Stored items:
==========
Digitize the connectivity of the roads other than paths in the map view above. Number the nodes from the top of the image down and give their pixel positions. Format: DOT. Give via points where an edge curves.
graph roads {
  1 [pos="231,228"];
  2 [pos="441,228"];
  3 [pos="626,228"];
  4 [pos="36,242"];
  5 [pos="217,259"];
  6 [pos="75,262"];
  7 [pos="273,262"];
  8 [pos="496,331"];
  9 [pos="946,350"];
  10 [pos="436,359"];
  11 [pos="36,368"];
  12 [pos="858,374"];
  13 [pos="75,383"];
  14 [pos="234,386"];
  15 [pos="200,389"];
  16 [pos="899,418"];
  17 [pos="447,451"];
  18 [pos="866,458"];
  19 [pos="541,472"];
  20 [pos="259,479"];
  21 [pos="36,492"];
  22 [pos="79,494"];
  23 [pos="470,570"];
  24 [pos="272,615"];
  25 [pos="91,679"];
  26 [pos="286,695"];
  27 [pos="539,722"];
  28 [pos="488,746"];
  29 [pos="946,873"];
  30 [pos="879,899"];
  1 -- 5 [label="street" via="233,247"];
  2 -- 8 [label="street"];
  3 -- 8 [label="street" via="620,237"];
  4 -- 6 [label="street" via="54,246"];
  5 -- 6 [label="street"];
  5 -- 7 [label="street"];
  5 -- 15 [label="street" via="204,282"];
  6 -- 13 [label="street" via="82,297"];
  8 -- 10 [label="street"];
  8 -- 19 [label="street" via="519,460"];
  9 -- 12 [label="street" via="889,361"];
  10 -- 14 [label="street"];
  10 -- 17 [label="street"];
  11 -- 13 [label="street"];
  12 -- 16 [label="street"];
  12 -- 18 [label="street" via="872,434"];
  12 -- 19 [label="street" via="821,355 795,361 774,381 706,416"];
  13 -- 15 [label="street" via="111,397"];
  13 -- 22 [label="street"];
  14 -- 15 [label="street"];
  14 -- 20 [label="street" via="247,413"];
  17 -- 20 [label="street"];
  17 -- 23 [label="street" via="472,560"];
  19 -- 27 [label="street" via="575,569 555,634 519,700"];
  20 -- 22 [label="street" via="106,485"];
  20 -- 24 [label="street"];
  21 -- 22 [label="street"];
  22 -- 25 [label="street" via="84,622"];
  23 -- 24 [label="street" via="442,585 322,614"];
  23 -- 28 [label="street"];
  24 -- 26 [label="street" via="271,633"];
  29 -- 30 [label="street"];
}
==========
▶ **Assignment**
Every line above is to be transcribed exactly.

▶ **Your response**
Digitize the connectivity of the roads other than paths in the map view above. Number the nodes from the top of the image down and give their pixel positions. Format: DOT. Give via points where an edge curves.
graph roads {
  1 [pos="231,228"];
  2 [pos="441,228"];
  3 [pos="626,228"];
  4 [pos="36,242"];
  5 [pos="217,259"];
  6 [pos="75,262"];
  7 [pos="273,262"];
  8 [pos="496,331"];
  9 [pos="946,350"];
  10 [pos="436,359"];
  11 [pos="36,368"];
  12 [pos="858,374"];
  13 [pos="75,383"];
  14 [pos="234,386"];
  15 [pos="200,389"];
  16 [pos="899,418"];
  17 [pos="447,451"];
  18 [pos="866,458"];
  19 [pos="541,472"];
  20 [pos="259,479"];
  21 [pos="36,492"];
  22 [pos="79,494"];
  23 [pos="470,570"];
  24 [pos="272,615"];
  25 [pos="91,679"];
  26 [pos="286,695"];
  27 [pos="539,722"];
  28 [pos="488,746"];
  29 [pos="946,873"];
  30 [pos="879,899"];
  1 -- 5 [label="street" via="233,247"];
  2 -- 8 [label="street"];
  3 -- 8 [label="street" via="620,237"];
  4 -- 6 [label="street" via="54,246"];
  5 -- 6 [label="street"];
  5 -- 7 [label="street"];
  5 -- 15 [label="street" via="204,282"];
  6 -- 13 [label="street" via="82,297"];
  8 -- 10 [label="street"];
  8 -- 19 [label="street" via="519,460"];
  9 -- 12 [label="street" via="889,361"];
  10 -- 14 [label="street"];
  10 -- 17 [label="street"];
  11 -- 13 [label="street"];
  12 -- 16 [label="street"];
  12 -- 18 [label="street" via="872,434"];
  12 -- 19 [label="street" via="821,355 795,361 774,381 706,416"];
  13 -- 15 [label="street" via="111,397"];
  13 -- 22 [label="street"];
  14 -- 15 [label="street"];
  14 -- 20 [label="street" via="247,413"];
  17 -- 20 [label="street"];
  17 -- 23 [label="street" via="472,560"];
  19 -- 27 [label="street" via="575,569 555,634 519,700"];
  20 -- 22 [label="street" via="106,485"];
  20 -- 24 [label="street"];
  21 -- 22 [label="street"];
  22 -- 25 [label="street" via="84,622"];
  23 -- 24 [label="street" via="442,585 322,614"];
  23 -- 28 [label="street"];
  24 -- 26 [label="street" via="271,633"];
  29 -- 30 [label="street"];
}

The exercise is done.